## PROBLEM REQUIREMENTS
Without the pictures, can you quote each line below exactly?

══════

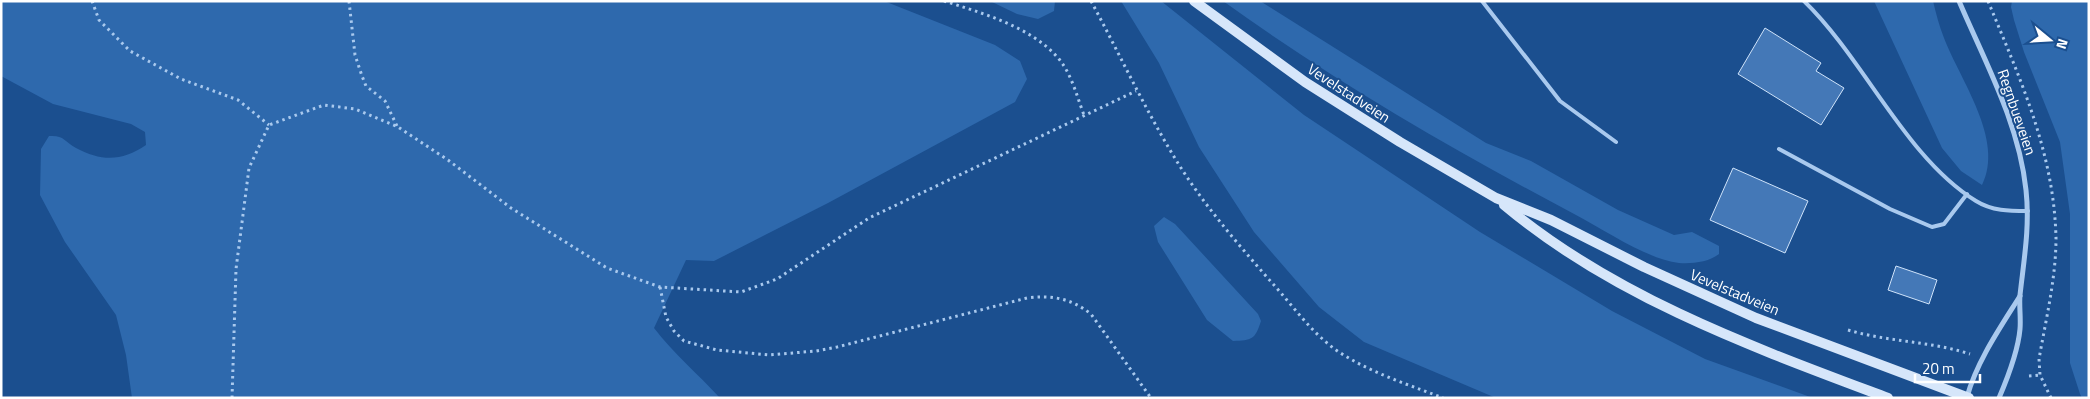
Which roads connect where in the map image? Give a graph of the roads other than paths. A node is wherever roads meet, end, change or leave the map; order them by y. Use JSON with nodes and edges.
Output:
{"nodes":[{"id":1,"x":1194,"y":1,"type":"edge"},
{"id":2,"x":1482,"y":1,"type":"edge"},
{"id":3,"x":1804,"y":1,"type":"edge"},
{"id":4,"x":1959,"y":1,"type":"edge"},
{"id":5,"x":1616,"y":142,"type":"dead end"},
{"id":6,"x":1779,"y":149,"type":"dead end"},
{"id":7,"x":1967,"y":194,"type":"junction"},
{"id":8,"x":1496,"y":198,"type":"junction"},
{"id":9,"x":2028,"y":211,"type":"junction"},
{"id":10,"x":2020,"y":296,"type":"junction"},
{"id":11,"x":1888,"y":398,"type":"edge"},
{"id":12,"x":1968,"y":398,"type":"edge"},
{"id":13,"x":1999,"y":398,"type":"edge"}],
"edges":[{"from":1,"to":8,"type":"main road","name":"Vevelstadveien"},
{"from":2,"to":5,"type":"lane"},
{"from":3,"to":7,"type":"lane"},
{"from":4,"to":9,"type":"street","name":"Regnbueveien"},
{"from":6,"to":7,"type":"lane"},
{"from":7,"to":9,"type":"lane"},
{"from":8,"to":11,"type":"main road","name":"Vevelstadveien"},
{"from":8,"to":12,"type":"main road","name":"Vevelstadveien"},
{"from":9,"to":10,"type":"street","name":"Regnbueveien"},
{"from":10,"to":12,"type":"street","name":"Regnbueveien"},
{"from":10,"to":13,"type":"street","name":"Regnbueveien"}]}
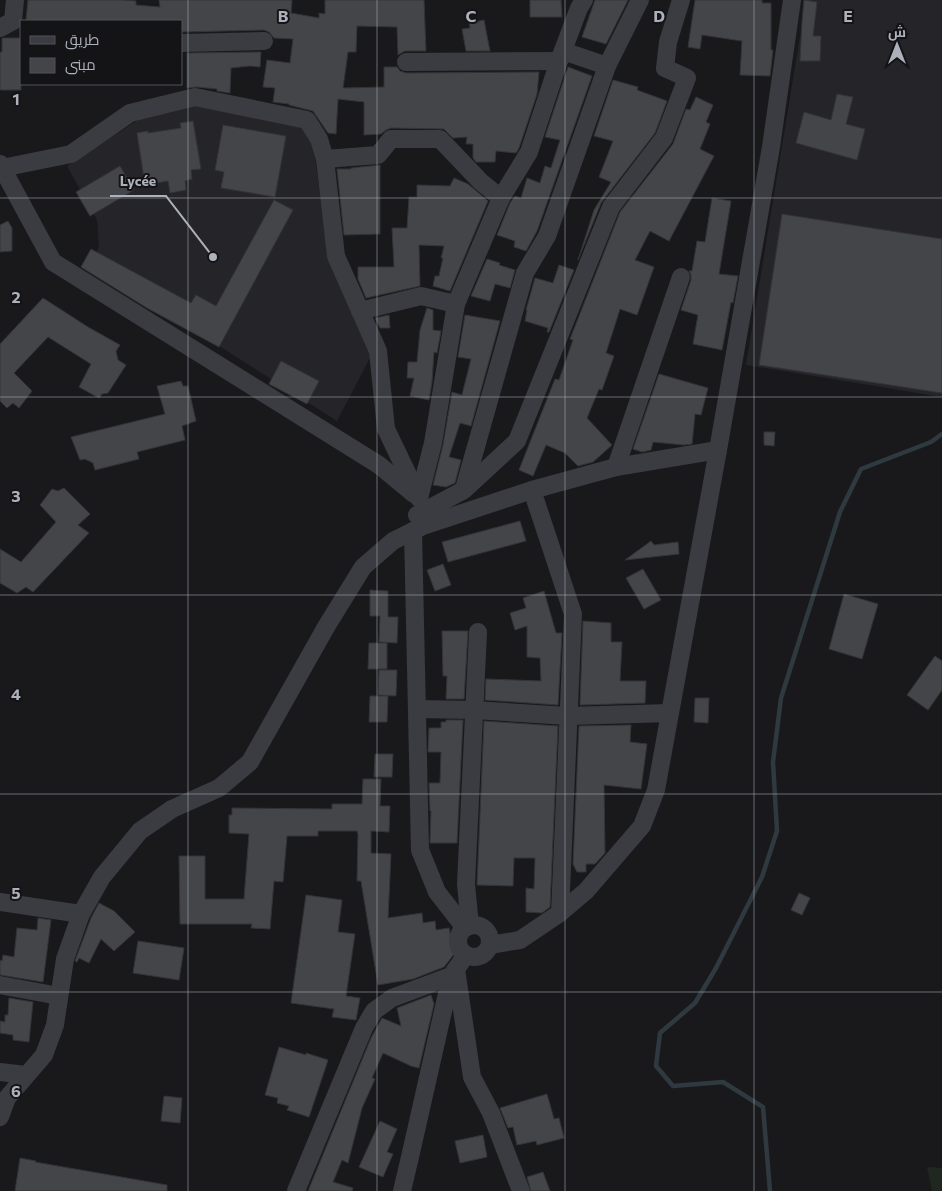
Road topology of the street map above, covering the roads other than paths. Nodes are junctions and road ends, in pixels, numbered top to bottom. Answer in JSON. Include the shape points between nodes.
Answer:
{"nodes":[{"id":1,"x":15,"y":0,"type":"edge"},
{"id":2,"x":584,"y":0,"type":"edge"},
{"id":3,"x":640,"y":0,"type":"edge"},
{"id":4,"x":681,"y":0,"type":"edge"},
{"id":5,"x":792,"y":0,"type":"edge"},
{"id":6,"x":12,"y":23,"type":"edge"},
{"id":7,"x":264,"y":41,"type":"dead end"},
{"id":8,"x":182,"y":43,"type":"edge"},
{"id":9,"x":561,"y":56,"type":"junction"},
{"id":10,"x":406,"y":62,"type":"dead end"},
{"id":11,"x":608,"y":66,"type":"junction"},
{"id":12,"x":324,"y":158,"type":"junction"},
{"id":13,"x":1,"y":166,"type":"edge"},
{"id":14,"x":501,"y":198,"type":"junction"},
{"id":15,"x":681,"y":277,"type":"dead end"},
{"id":16,"x":456,"y":304,"type":"junction"},
{"id":17,"x":360,"y":311,"type":"junction"},
{"id":18,"x":718,"y":450,"type":"junction"},
{"id":19,"x":616,"y":467,"type":"junction"},
{"id":20,"x":464,"y":490,"type":"junction"},
{"id":21,"x":532,"y":490,"type":"junction"},
{"id":22,"x":418,"y":518,"type":"junction"},
{"id":23,"x":478,"y":632,"type":"dead end"},
{"id":24,"x":417,"y":710,"type":"junction"},
{"id":25,"x":474,"y":710,"type":"junction"},
{"id":26,"x":670,"y":713,"type":"junction"},
{"id":27,"x":568,"y":716,"type":"junction"},
{"id":28,"x":0,"y":902,"type":"edge"},
{"id":29,"x":560,"y":913,"type":"junction"},
{"id":30,"x":81,"y":914,"type":"junction"},
{"id":31,"x":467,"y":927,"type":"junction"},
{"id":32,"x":490,"y":944,"type":"junction"},
{"id":33,"x":466,"y":955,"type":"junction"},
{"id":34,"x":453,"y":972,"type":"junction"},
{"id":35,"x":0,"y":985,"type":"edge"},
{"id":36,"x":59,"y":996,"type":"junction"},
{"id":37,"x":0,"y":1072,"type":"edge"},
{"id":38,"x":26,"y":1075,"type":"junction"},
{"id":39,"x":0,"y":1117,"type":"edge"},
{"id":40,"x":296,"y":1191,"type":"edge"},
{"id":41,"x":402,"y":1191,"type":"edge"},
{"id":42,"x":521,"y":1191,"type":"edge"}],
"edges":[{"from":1,"to":6,"type":"street"},
{"from":2,"to":9,"type":"street"},
{"from":3,"to":11,"type":"street"},
{"from":4,"to":20,"type":"street","via":[[668,42],[665,68],[687,78],[664,138],[611,207],[517,441]]},
{"from":5,"to":18,"type":"street","via":[[771,147]]},
{"from":7,"to":8,"type":"street"},
{"from":9,"to":10,"type":"street"},
{"from":9,"to":11,"type":"street"},
{"from":9,"to":14,"type":"street","via":[[529,152]]},
{"from":11,"to":20,"type":"street","via":[[547,236],[525,273]]},
{"from":12,"to":13,"type":"street","via":[[306,120],[195,96],[130,112],[71,154]]},
{"from":12,"to":14,"type":"street","via":[[378,155],[391,140],[440,140]]},
{"from":12,"to":17,"type":"street","via":[[336,256]]},
{"from":13,"to":22,"type":"street","via":[[53,262],[379,465]]},
{"from":14,"to":16,"type":"street"},
{"from":15,"to":19,"type":"street"},
{"from":16,"to":17,"type":"street","via":[[421,296]]},
{"from":16,"to":22,"type":"street"},
{"from":17,"to":22,"type":"street","via":[[378,351],[386,429]]},
{"from":18,"to":19,"type":"street"},
{"from":18,"to":26,"type":"street"},
{"from":19,"to":21,"type":"street"},
{"from":20,"to":22,"type":"street"},
{"from":21,"to":22,"type":"street"},
{"from":21,"to":27,"type":"street","via":[[573,614]]},
{"from":22,"to":24,"type":"street"},
{"from":22,"to":30,"type":"street","via":[[363,567],[250,762],[219,788],[172,809],[140,831],[102,877]]},
{"from":23,"to":25,"type":"street"},
{"from":24,"to":25,"type":"street"},
{"from":24,"to":31,"type":"street","via":[[420,850],[437,892]]},
{"from":25,"to":27,"type":"street"},
{"from":25,"to":31,"type":"street"},
{"from":26,"to":27,"type":"street"},
{"from":26,"to":29,"type":"street","via":[[656,790],[642,826],[586,891]]},
{"from":27,"to":29,"type":"street"},
{"from":28,"to":30,"type":"street"},
{"from":29,"to":32,"type":"street","via":[[520,940]]},
{"from":30,"to":36,"type":"street","via":[[65,959]]},
{"from":31,"to":32,"type":"street","via":[[485,929]]},
{"from":31,"to":33,"type":"street","via":[[458,942]]},
{"from":32,"to":33,"type":"street","via":[[481,956]]},
{"from":33,"to":34,"type":"street"},
{"from":34,"to":40,"type":"street","via":[[392,998],[374,1011]]},
{"from":34,"to":41,"type":"street"},
{"from":34,"to":42,"type":"street","via":[[472,1077],[491,1113]]},
{"from":35,"to":36,"type":"street"},
{"from":36,"to":38,"type":"street","via":[[55,1025],[44,1055]]},
{"from":37,"to":38,"type":"street"},
{"from":38,"to":39,"type":"street","via":[[7,1098]]}]}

══════

## EXERCISE ANSWER
Which roads connect where in the map image? Give a graph of the roads other than paths. A node is wherever roads meet, end, change or leave the map; order them by y. Use JSON with nodes and edges.
Output:
{"nodes":[{"id":1,"x":1194,"y":1,"type":"edge"},
{"id":2,"x":1482,"y":1,"type":"edge"},
{"id":3,"x":1804,"y":1,"type":"edge"},
{"id":4,"x":1959,"y":1,"type":"edge"},
{"id":5,"x":1616,"y":142,"type":"dead end"},
{"id":6,"x":1779,"y":149,"type":"dead end"},
{"id":7,"x":1967,"y":194,"type":"junction"},
{"id":8,"x":1496,"y":198,"type":"junction"},
{"id":9,"x":2028,"y":211,"type":"junction"},
{"id":10,"x":2020,"y":296,"type":"junction"},
{"id":11,"x":1888,"y":398,"type":"edge"},
{"id":12,"x":1968,"y":398,"type":"edge"},
{"id":13,"x":1999,"y":398,"type":"edge"}],
"edges":[{"from":1,"to":8,"type":"main road","name":"Vevelstadveien"},
{"from":2,"to":5,"type":"lane"},
{"from":3,"to":7,"type":"lane"},
{"from":4,"to":9,"type":"street","name":"Regnbueveien"},
{"from":6,"to":7,"type":"lane"},
{"from":7,"to":9,"type":"lane"},
{"from":8,"to":11,"type":"main road","name":"Vevelstadveien"},
{"from":8,"to":12,"type":"main road","name":"Vevelstadveien"},
{"from":9,"to":10,"type":"street","name":"Regnbueveien"},
{"from":10,"to":12,"type":"street","name":"Regnbueveien"},
{"from":10,"to":13,"type":"street","name":"Regnbueveien"}]}
Road topology of the street map above, covering the roads other than paths. Nodes are junctions and road ends, in pixels, numbered top to bottom. Answer in JSON. Include the shape points between nodes.
Answer:
{"nodes":[{"id":1,"x":15,"y":0,"type":"edge"},
{"id":2,"x":584,"y":0,"type":"edge"},
{"id":3,"x":640,"y":0,"type":"edge"},
{"id":4,"x":681,"y":0,"type":"edge"},
{"id":5,"x":792,"y":0,"type":"edge"},
{"id":6,"x":12,"y":23,"type":"edge"},
{"id":7,"x":264,"y":41,"type":"dead end"},
{"id":8,"x":182,"y":43,"type":"edge"},
{"id":9,"x":561,"y":56,"type":"junction"},
{"id":10,"x":406,"y":62,"type":"dead end"},
{"id":11,"x":608,"y":66,"type":"junction"},
{"id":12,"x":324,"y":158,"type":"junction"},
{"id":13,"x":1,"y":166,"type":"edge"},
{"id":14,"x":501,"y":198,"type":"junction"},
{"id":15,"x":681,"y":277,"type":"dead end"},
{"id":16,"x":456,"y":304,"type":"junction"},
{"id":17,"x":360,"y":311,"type":"junction"},
{"id":18,"x":718,"y":450,"type":"junction"},
{"id":19,"x":616,"y":467,"type":"junction"},
{"id":20,"x":464,"y":490,"type":"junction"},
{"id":21,"x":532,"y":490,"type":"junction"},
{"id":22,"x":418,"y":518,"type":"junction"},
{"id":23,"x":478,"y":632,"type":"dead end"},
{"id":24,"x":417,"y":710,"type":"junction"},
{"id":25,"x":474,"y":710,"type":"junction"},
{"id":26,"x":670,"y":713,"type":"junction"},
{"id":27,"x":568,"y":716,"type":"junction"},
{"id":28,"x":0,"y":902,"type":"edge"},
{"id":29,"x":560,"y":913,"type":"junction"},
{"id":30,"x":81,"y":914,"type":"junction"},
{"id":31,"x":467,"y":927,"type":"junction"},
{"id":32,"x":490,"y":944,"type":"junction"},
{"id":33,"x":466,"y":955,"type":"junction"},
{"id":34,"x":453,"y":972,"type":"junction"},
{"id":35,"x":0,"y":985,"type":"edge"},
{"id":36,"x":59,"y":996,"type":"junction"},
{"id":37,"x":0,"y":1072,"type":"edge"},
{"id":38,"x":26,"y":1075,"type":"junction"},
{"id":39,"x":0,"y":1117,"type":"edge"},
{"id":40,"x":296,"y":1191,"type":"edge"},
{"id":41,"x":402,"y":1191,"type":"edge"},
{"id":42,"x":521,"y":1191,"type":"edge"}],
"edges":[{"from":1,"to":6,"type":"street"},
{"from":2,"to":9,"type":"street"},
{"from":3,"to":11,"type":"street"},
{"from":4,"to":20,"type":"street","via":[[668,42],[665,68],[687,78],[664,138],[611,207],[517,441]]},
{"from":5,"to":18,"type":"street","via":[[771,147]]},
{"from":7,"to":8,"type":"street"},
{"from":9,"to":10,"type":"street"},
{"from":9,"to":11,"type":"street"},
{"from":9,"to":14,"type":"street","via":[[529,152]]},
{"from":11,"to":20,"type":"street","via":[[547,236],[525,273]]},
{"from":12,"to":13,"type":"street","via":[[306,120],[195,96],[130,112],[71,154]]},
{"from":12,"to":14,"type":"street","via":[[378,155],[391,140],[440,140]]},
{"from":12,"to":17,"type":"street","via":[[336,256]]},
{"from":13,"to":22,"type":"street","via":[[53,262],[379,465]]},
{"from":14,"to":16,"type":"street"},
{"from":15,"to":19,"type":"street"},
{"from":16,"to":17,"type":"street","via":[[421,296]]},
{"from":16,"to":22,"type":"street"},
{"from":17,"to":22,"type":"street","via":[[378,351],[386,429]]},
{"from":18,"to":19,"type":"street"},
{"from":18,"to":26,"type":"street"},
{"from":19,"to":21,"type":"street"},
{"from":20,"to":22,"type":"street"},
{"from":21,"to":22,"type":"street"},
{"from":21,"to":27,"type":"street","via":[[573,614]]},
{"from":22,"to":24,"type":"street"},
{"from":22,"to":30,"type":"street","via":[[363,567],[250,762],[219,788],[172,809],[140,831],[102,877]]},
{"from":23,"to":25,"type":"street"},
{"from":24,"to":25,"type":"street"},
{"from":24,"to":31,"type":"street","via":[[420,850],[437,892]]},
{"from":25,"to":27,"type":"street"},
{"from":25,"to":31,"type":"street"},
{"from":26,"to":27,"type":"street"},
{"from":26,"to":29,"type":"street","via":[[656,790],[642,826],[586,891]]},
{"from":27,"to":29,"type":"street"},
{"from":28,"to":30,"type":"street"},
{"from":29,"to":32,"type":"street","via":[[520,940]]},
{"from":30,"to":36,"type":"street","via":[[65,959]]},
{"from":31,"to":32,"type":"street","via":[[485,929]]},
{"from":31,"to":33,"type":"street","via":[[458,942]]},
{"from":32,"to":33,"type":"street","via":[[481,956]]},
{"from":33,"to":34,"type":"street"},
{"from":34,"to":40,"type":"street","via":[[392,998],[374,1011]]},
{"from":34,"to":41,"type":"street"},
{"from":34,"to":42,"type":"street","via":[[472,1077],[491,1113]]},
{"from":35,"to":36,"type":"street"},
{"from":36,"to":38,"type":"street","via":[[55,1025],[44,1055]]},
{"from":37,"to":38,"type":"street"},
{"from":38,"to":39,"type":"street","via":[[7,1098]]}]}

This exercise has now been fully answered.